学生の「売り手市場」の傾向が強まるなか、人材確保のために新卒社員の初任給を大幅に引き上げるなど、若手優遇の企業が増えている。
悔しい思いをしているミドル層のために、就職・転職のためのジョブマーケット・プラットフォーム「OpenWork」を運営するオープンワーク(東京都渋谷区)が2024年6月20日、「中堅・ベテラン社員の『待遇と評価』の満足度が上昇した企業ランキング」を発表した。
若手だけでなく、30代以上も納得する給与と評価制度を持っている企業の特徴とは? 調査担当者に聞いた。
システム・ソフト関連会社が、上位20社中7社占める
OpenWorkは、社会人の会員ユーザーが自分の勤め先の企業や官公庁など職場の情報を投稿する国内最大規模のクチコミサイト。会員数は約645万人(2024年5月末時点)という。企業の評価を「待遇面の満足度」「社員の士気」「風通しの良さ」「社員の相互尊重」「20代成長環境」などの8つの指標を5段階で評価している。

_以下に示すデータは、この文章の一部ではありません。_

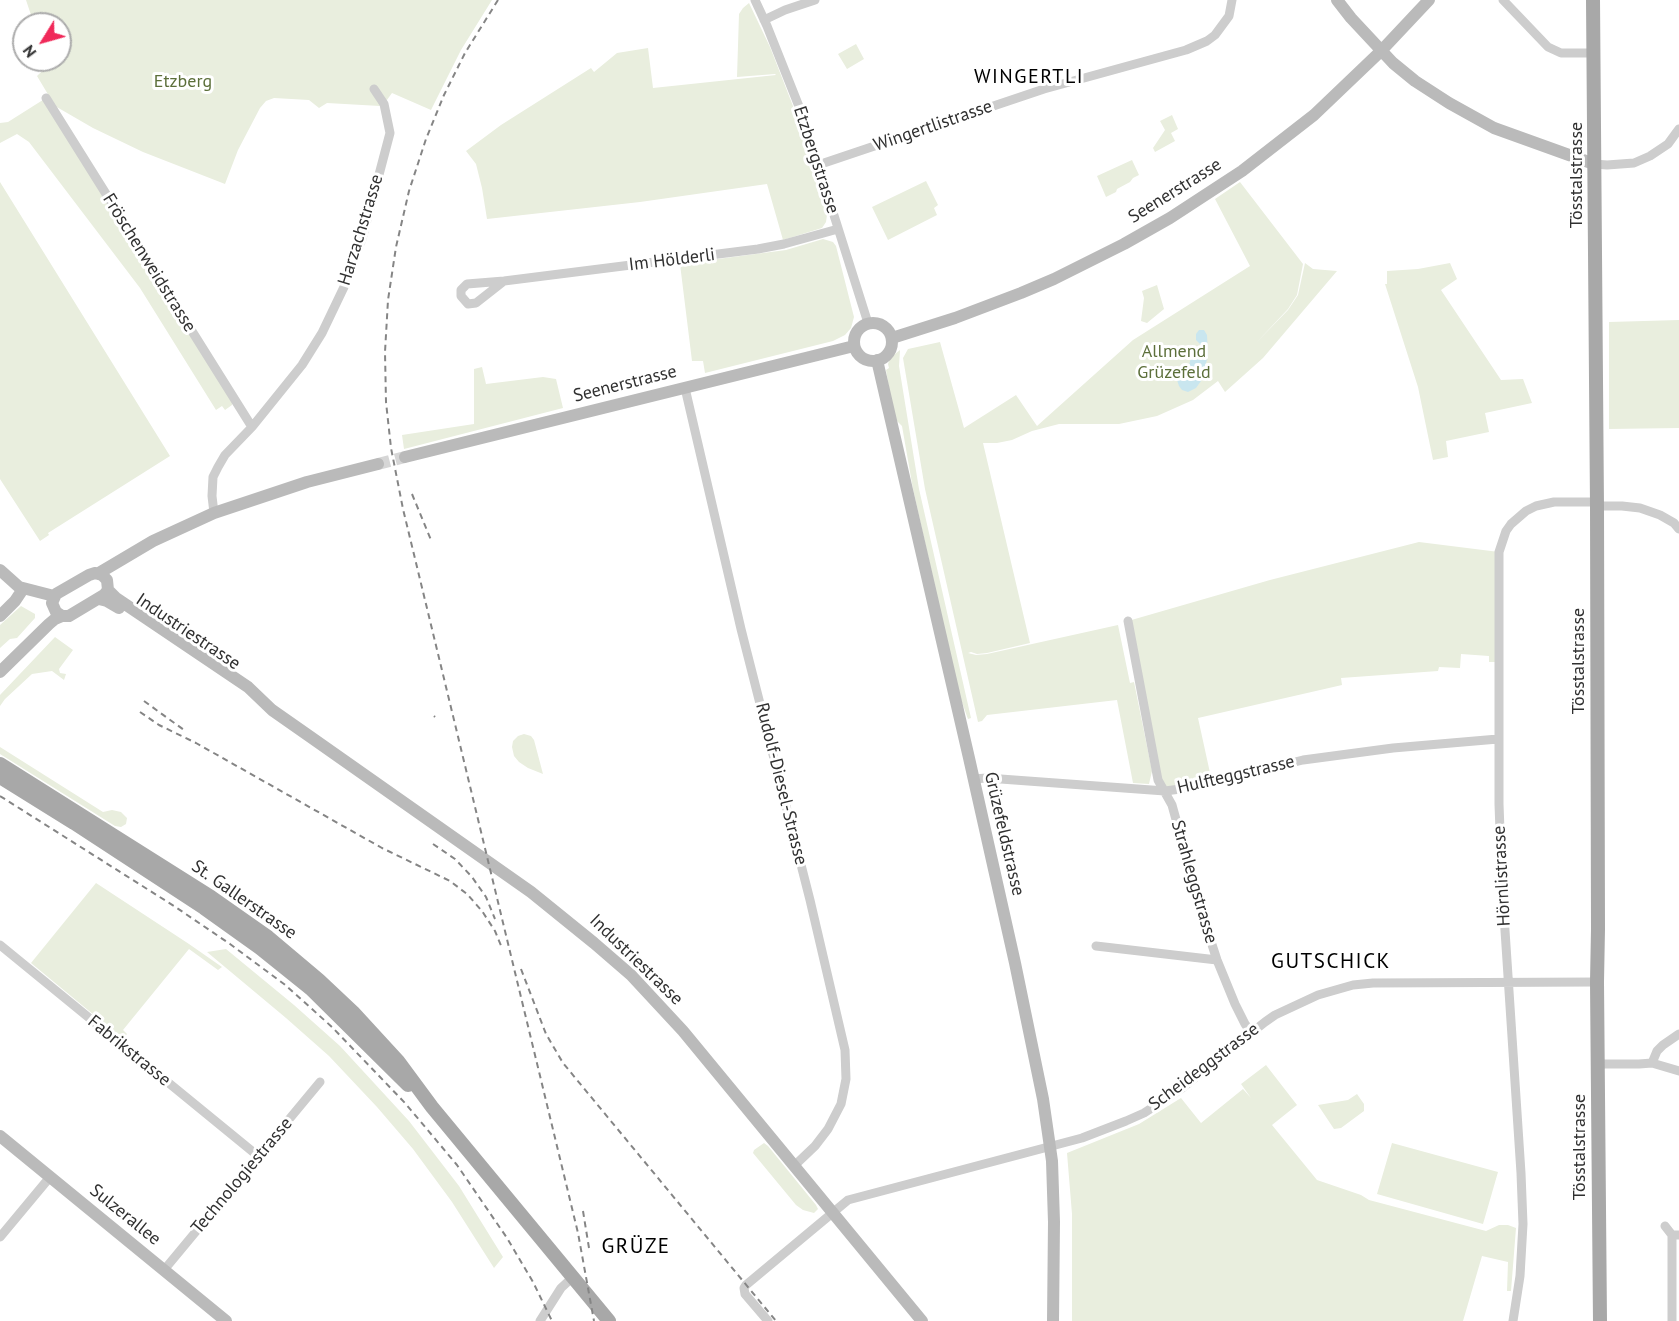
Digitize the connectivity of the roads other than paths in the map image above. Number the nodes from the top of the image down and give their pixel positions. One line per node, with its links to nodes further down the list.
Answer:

今回の調査では、30代・40代・50代の社員を対象に「待遇面の満足度」と「人事評価の適正感」(各5点万点)の合計スコアを集計。2019年との2023年の比較でスコアが上昇した企業をランキング化した(図表)。
その結果、1位に電通のシンクタンクの電通総研、2位にソニーグループの半導体部門ソニーセミコンダクタソリューションズ、3位に英国に本拠を置くコンサル会社EYストラテジー・アンド・コンサルティング、4位に米国のクレジットカード大手アメリカン・エキスプレス・ジャパン、5位にソニーグループの持ち株会社ソニー。
6位に人材紹介サービスのジェイエイシーリクルートメント、7位に米国に本拠を置く巨大IT企業の日本マイクロソフト、8位にNTTデータグループのコンサル会社クニエ、9位に総合商社の三井物産、10位にメディア・インターネット広告のサイバーエージェントとなった。
上位20社のうち「Sler(システム開発)、ソフト開発、システム運用」業界が最多の7社ランクインした。上位に入った企業の共通点は、成果が反映される給与制度や公平さを保つ仕組み、そして上司からを充実したサポートやフィードバックを受けられることも納得感の高い評価を生んでいるという。